OSLO, Norway -- Toxic moonshine has killed four Norwegians this month, shocking a health-conscious nation and showing how sky-high prices for alcohol have lured unscrupulous smugglers.

A 52-year-old Norwegian man died Tuesday after drinking alcohol laced with methanol, used as an ingredient in paint stripper. Three other people have died this month from methanol poisoning and about 20 have been hospitalized.

The deaths are front-page news in Norway, which topped a 2002 UN ranking as the best nation in which to live. Many are shocked to find the rich, health-conscious Nordic country sharing a cause of death most frequent among the poor in developing countries.

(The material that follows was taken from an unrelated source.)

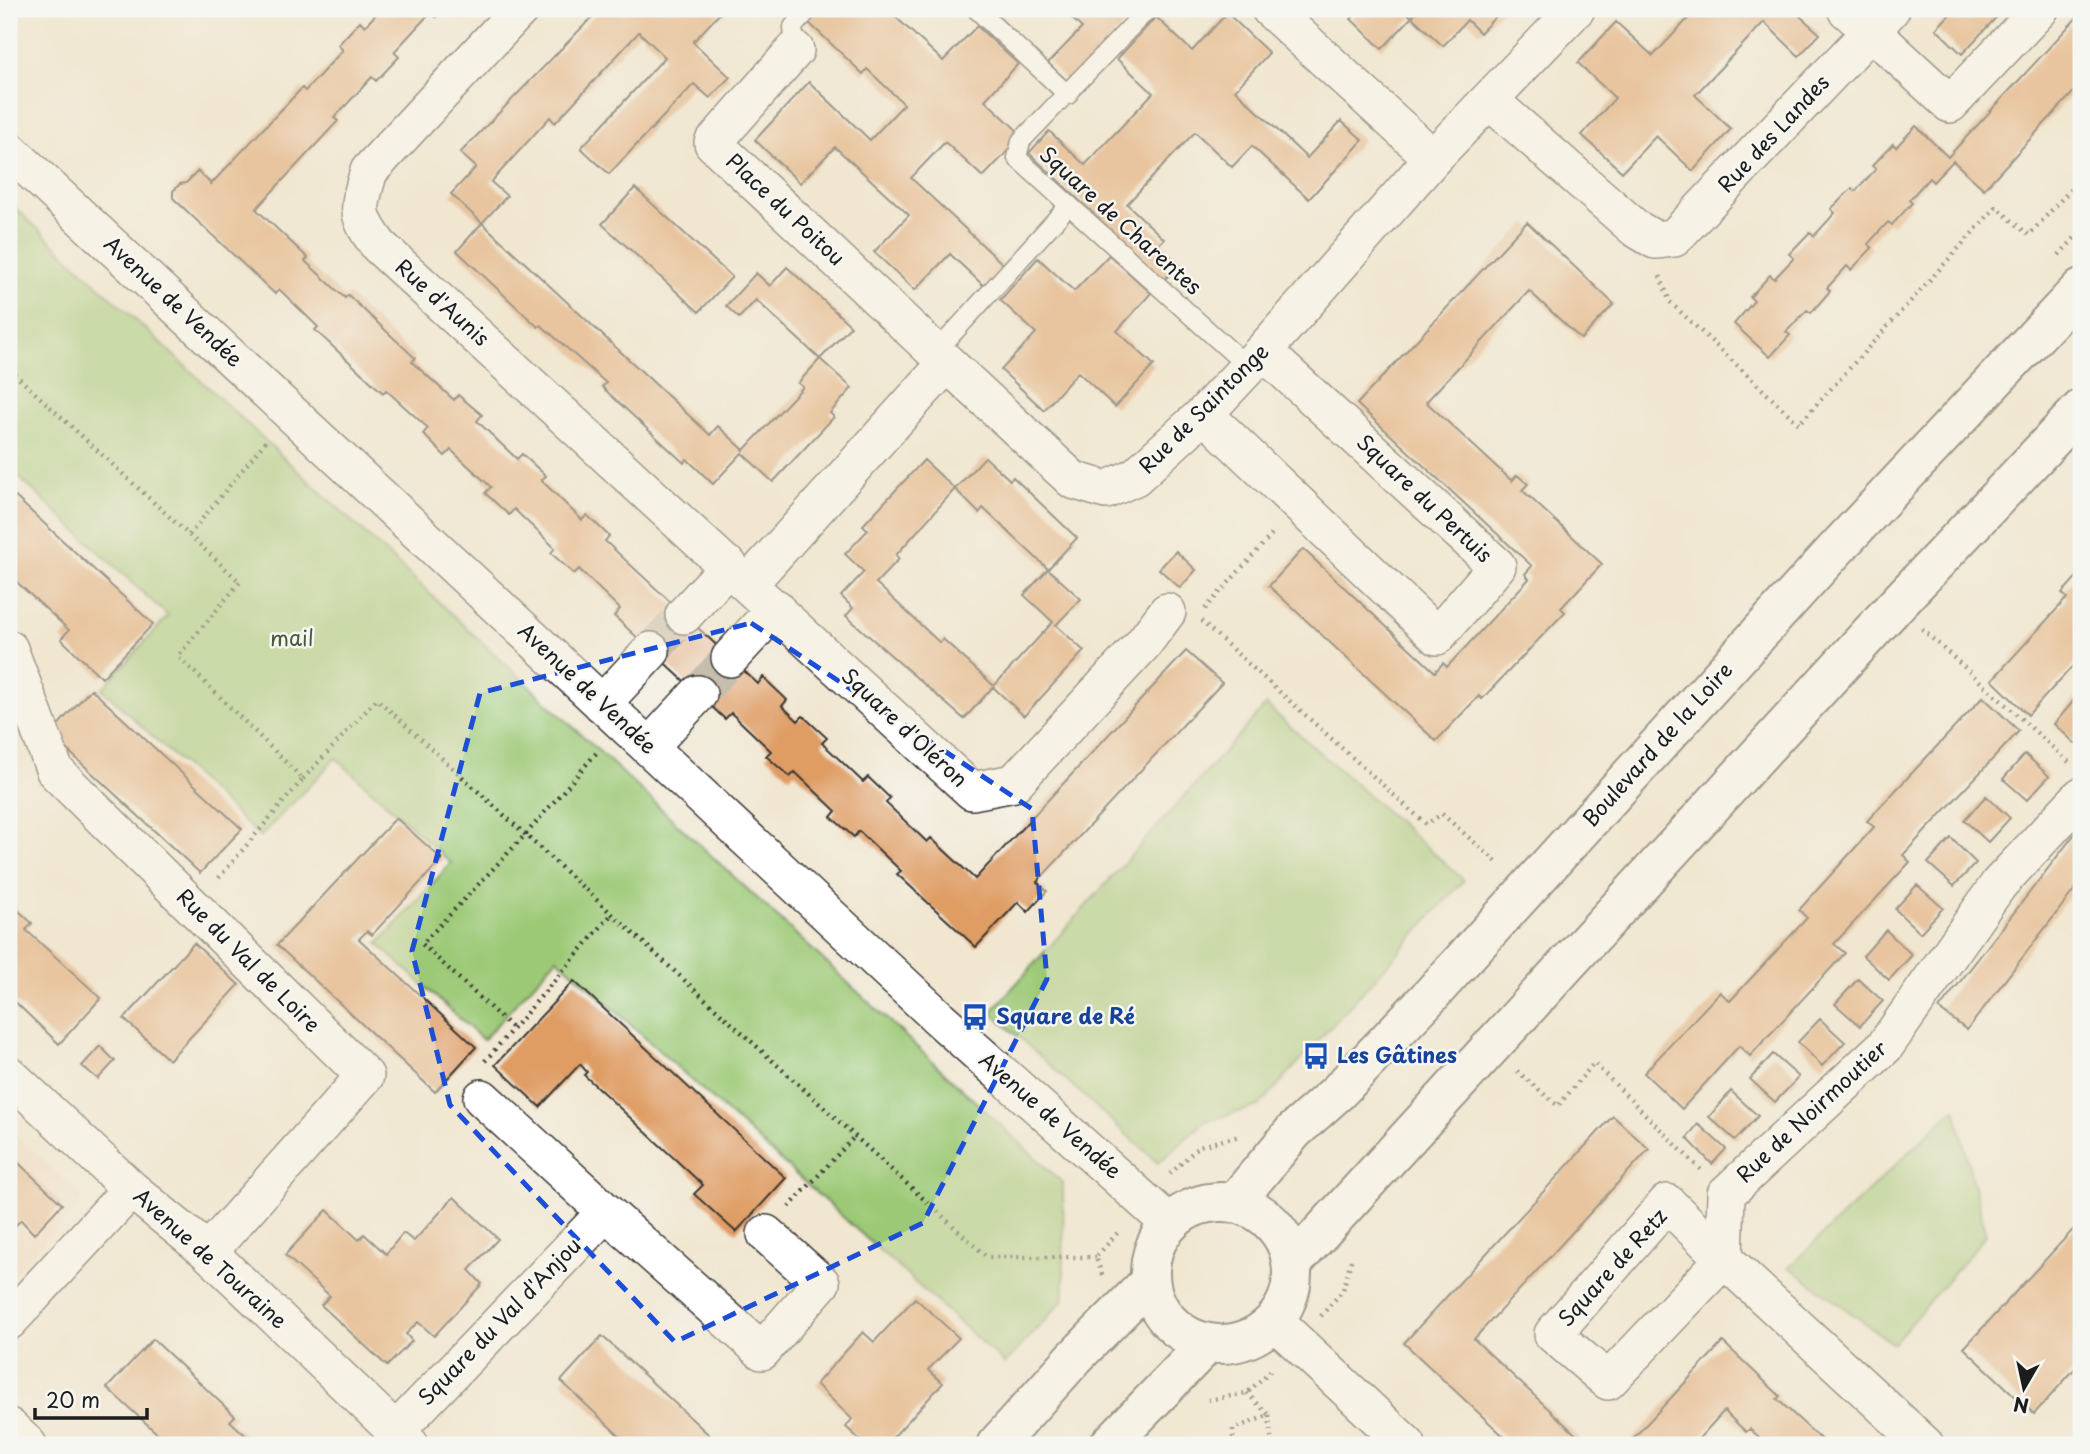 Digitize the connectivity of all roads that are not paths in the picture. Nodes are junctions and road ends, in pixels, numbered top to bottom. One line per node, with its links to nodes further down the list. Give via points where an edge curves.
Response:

The tainted alcohol may be part of a badly made batch widely sold across south Norway, which police suspect came from Eastern Europe. Local bootleggers generally make smaller quantities. Mafia-like gangs in Eastern Europe have been taking over the illegal liquor market in Norway in recent years from south European suppliers.

More than a few drops of methanol -- a colorless alcohol added to give moonshine an extra kick -- can make you blind. In one of the worst cases, more than 100 people died in Kenya two years ago after drinking methanol-tainted alcohol.

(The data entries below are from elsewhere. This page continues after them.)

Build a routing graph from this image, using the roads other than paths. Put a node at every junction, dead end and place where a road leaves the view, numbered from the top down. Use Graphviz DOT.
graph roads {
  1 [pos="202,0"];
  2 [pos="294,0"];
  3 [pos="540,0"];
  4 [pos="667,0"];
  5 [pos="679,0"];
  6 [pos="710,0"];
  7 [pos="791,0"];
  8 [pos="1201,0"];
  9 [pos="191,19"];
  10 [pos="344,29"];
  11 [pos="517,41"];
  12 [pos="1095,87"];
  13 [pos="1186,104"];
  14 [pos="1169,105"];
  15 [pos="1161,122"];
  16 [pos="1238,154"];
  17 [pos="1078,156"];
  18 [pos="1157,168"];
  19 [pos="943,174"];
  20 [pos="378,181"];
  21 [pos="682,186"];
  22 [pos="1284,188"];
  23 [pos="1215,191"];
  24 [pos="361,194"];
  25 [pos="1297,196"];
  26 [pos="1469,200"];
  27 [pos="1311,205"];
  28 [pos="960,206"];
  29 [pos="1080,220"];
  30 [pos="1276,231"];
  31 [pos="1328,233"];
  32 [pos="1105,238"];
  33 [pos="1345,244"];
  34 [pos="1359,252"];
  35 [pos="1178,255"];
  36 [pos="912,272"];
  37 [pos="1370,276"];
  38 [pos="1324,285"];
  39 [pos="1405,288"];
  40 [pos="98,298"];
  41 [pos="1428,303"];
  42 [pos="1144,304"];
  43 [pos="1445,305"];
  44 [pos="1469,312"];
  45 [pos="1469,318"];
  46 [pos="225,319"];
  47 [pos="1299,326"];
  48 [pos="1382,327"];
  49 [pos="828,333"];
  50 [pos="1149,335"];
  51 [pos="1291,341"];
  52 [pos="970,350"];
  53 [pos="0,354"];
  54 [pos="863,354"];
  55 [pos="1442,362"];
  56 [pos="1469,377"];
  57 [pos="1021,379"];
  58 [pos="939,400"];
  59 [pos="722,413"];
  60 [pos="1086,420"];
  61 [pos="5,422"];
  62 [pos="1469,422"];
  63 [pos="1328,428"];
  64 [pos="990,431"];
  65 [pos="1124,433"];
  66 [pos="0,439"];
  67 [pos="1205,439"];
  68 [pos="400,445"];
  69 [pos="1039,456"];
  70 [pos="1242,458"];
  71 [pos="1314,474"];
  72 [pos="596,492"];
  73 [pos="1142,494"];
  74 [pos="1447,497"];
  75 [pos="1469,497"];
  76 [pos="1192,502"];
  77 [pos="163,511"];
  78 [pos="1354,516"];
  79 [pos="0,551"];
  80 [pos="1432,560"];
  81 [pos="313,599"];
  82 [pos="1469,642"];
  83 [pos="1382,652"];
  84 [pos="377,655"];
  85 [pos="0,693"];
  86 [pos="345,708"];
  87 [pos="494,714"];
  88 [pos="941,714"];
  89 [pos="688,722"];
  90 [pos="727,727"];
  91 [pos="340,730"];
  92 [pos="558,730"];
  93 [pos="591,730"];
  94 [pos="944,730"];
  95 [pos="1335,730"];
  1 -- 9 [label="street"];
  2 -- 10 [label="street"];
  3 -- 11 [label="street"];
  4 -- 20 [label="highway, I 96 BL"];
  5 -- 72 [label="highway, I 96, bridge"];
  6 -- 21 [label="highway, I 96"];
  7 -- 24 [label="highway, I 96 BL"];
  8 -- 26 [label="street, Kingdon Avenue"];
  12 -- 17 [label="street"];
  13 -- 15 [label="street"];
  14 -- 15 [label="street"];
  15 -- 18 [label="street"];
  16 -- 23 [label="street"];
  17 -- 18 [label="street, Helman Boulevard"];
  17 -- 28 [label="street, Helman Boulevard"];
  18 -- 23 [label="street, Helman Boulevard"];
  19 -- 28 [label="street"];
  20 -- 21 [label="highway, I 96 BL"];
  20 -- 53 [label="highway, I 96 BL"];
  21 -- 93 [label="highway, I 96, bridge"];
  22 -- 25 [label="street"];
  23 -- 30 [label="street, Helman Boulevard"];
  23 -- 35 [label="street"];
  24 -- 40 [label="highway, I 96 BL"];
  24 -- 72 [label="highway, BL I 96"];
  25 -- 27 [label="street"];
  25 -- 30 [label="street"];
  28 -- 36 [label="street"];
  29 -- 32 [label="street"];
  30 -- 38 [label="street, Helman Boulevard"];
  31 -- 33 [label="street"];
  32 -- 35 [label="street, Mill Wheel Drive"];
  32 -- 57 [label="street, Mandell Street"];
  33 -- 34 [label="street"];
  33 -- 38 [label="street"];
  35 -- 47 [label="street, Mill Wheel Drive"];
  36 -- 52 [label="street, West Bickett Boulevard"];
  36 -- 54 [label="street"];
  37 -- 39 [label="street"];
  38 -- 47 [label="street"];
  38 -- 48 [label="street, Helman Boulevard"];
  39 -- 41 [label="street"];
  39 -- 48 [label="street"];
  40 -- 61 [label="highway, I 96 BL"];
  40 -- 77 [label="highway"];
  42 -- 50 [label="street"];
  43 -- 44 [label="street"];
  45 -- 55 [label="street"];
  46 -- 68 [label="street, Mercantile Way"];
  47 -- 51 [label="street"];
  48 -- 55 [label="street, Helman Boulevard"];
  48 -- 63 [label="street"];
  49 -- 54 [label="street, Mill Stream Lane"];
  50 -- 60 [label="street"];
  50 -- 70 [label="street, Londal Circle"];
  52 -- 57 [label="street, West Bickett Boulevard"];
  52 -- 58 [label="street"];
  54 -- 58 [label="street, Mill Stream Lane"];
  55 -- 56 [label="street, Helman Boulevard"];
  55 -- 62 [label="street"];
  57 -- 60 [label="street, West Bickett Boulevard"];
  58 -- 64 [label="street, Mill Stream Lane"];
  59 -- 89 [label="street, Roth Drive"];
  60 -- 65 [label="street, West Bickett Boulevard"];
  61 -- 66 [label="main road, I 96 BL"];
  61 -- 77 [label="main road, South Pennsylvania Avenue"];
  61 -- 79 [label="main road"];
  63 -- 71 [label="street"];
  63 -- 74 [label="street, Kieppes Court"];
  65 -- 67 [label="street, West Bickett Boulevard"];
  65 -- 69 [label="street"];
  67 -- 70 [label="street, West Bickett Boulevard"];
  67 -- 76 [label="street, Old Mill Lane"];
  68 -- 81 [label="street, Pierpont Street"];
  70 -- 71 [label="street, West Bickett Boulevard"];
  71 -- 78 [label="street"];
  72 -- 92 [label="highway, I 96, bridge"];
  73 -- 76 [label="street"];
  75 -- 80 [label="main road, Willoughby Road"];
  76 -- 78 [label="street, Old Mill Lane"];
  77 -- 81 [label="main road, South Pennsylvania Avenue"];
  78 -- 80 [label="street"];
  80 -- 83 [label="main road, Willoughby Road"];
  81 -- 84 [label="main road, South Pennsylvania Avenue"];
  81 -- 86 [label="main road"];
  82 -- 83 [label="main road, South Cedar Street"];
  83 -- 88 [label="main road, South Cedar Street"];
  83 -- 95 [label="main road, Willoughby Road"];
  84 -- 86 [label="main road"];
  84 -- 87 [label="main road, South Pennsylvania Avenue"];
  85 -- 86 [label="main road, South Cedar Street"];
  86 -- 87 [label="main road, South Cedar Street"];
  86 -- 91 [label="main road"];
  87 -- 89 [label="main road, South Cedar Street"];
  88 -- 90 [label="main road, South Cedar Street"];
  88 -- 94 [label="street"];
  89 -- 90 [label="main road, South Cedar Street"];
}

Norwegian police were questioning two men Tuesday about the deaths, the most serious poisoning scandal in Norway in years."We are only seeing the tip of the iceberg, but we hope this case will give us the chance to dig deeper into liquor gangs," Anne-Karin Hannevold, narcotics chief with the Oslo police, told the daily Aftenposten.

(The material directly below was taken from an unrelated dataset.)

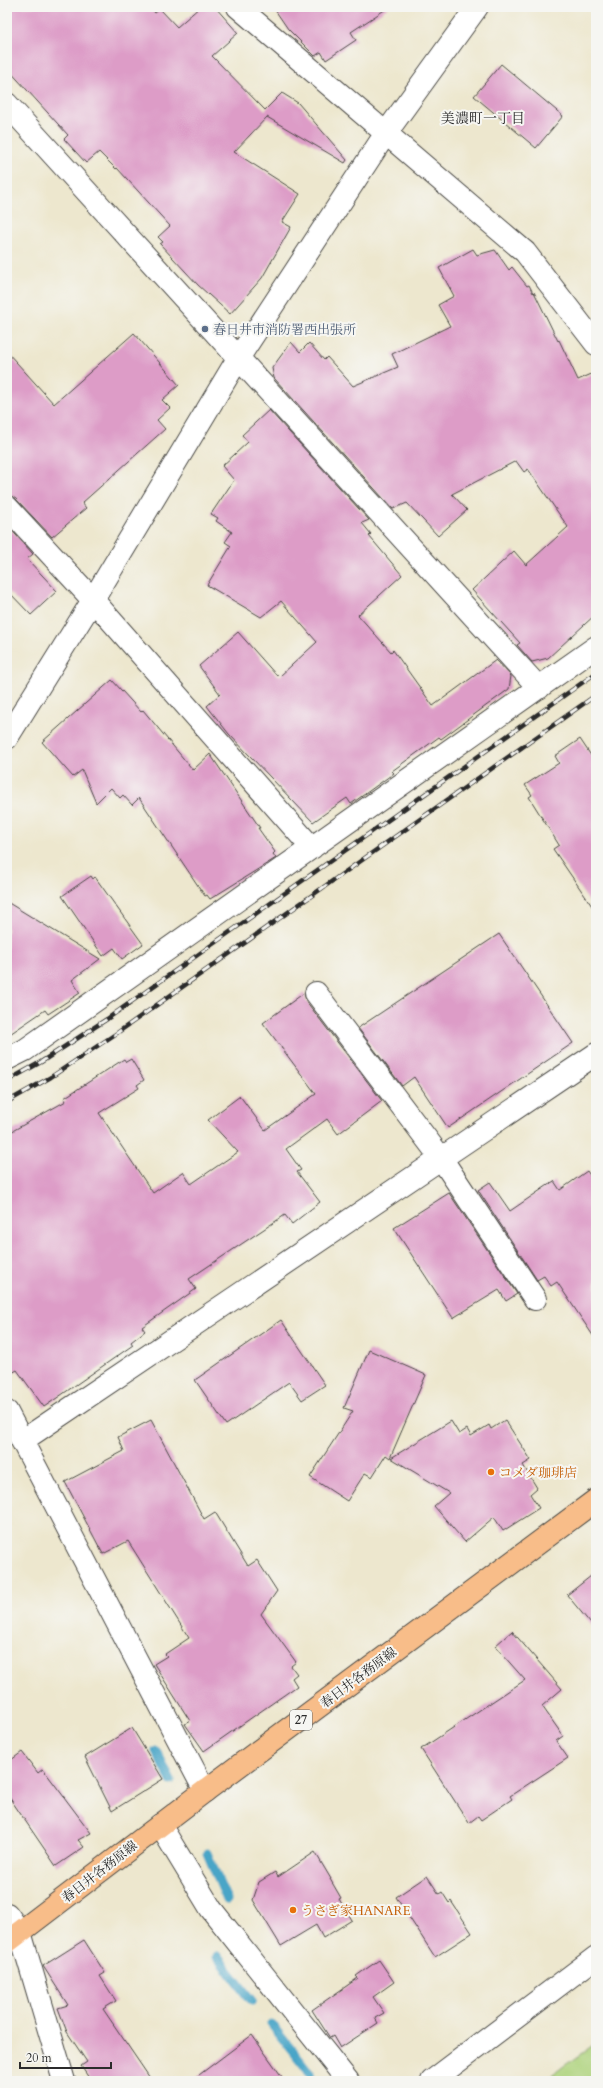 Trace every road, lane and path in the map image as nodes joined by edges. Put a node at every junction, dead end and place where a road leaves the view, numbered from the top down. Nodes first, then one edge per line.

Smugglers are lured to Norway because consumer prices for everything from wine to meat are higher than in neighboring EU members Sweden or Finland. The gap has widened since Norwegians voted "No" to joining the EU in 1994 when its neighbors said "Yes."

Pressure from Brussels is making Sweden and Finland ease restrictions on alcohol imports and cut drink prices. In recent years, Norwegian media have had stories about smuggling gangs for everything from chocolate to frozen ducks.

Sentences for smuggling alcohol range up to just two years.

"It's far too low," said Finance Minister Per Kristian Foss, who predicted almost a decade ago that a Norwegian "No" to joining the EU would lead to creation of "the world's longest sales counter" -- the border -- with thousands of Norwegians shopping legally in Swedish supermarkets.

Smugglers can make profits of perhaps 100 crowns ($13.39) a bottle in a country where state liquor stores, the only outlet, charge about 400 crowns for a cheap bottle of whisky.

But the high prices do discourage drinking -- Norwegian annual alcohol consumption is among the lowest in rich nations at about 5.6 liters a person, less than half the French level, though life expectancy in both countries is around 79 years.

Norwegian consumption figures, however, exclude an estimated 0.67 liters bought legally in duty free shops, a riskier 0.18 liters from smugglers, and on average a liter made at home, according to Norway's state narcotics group Sirus.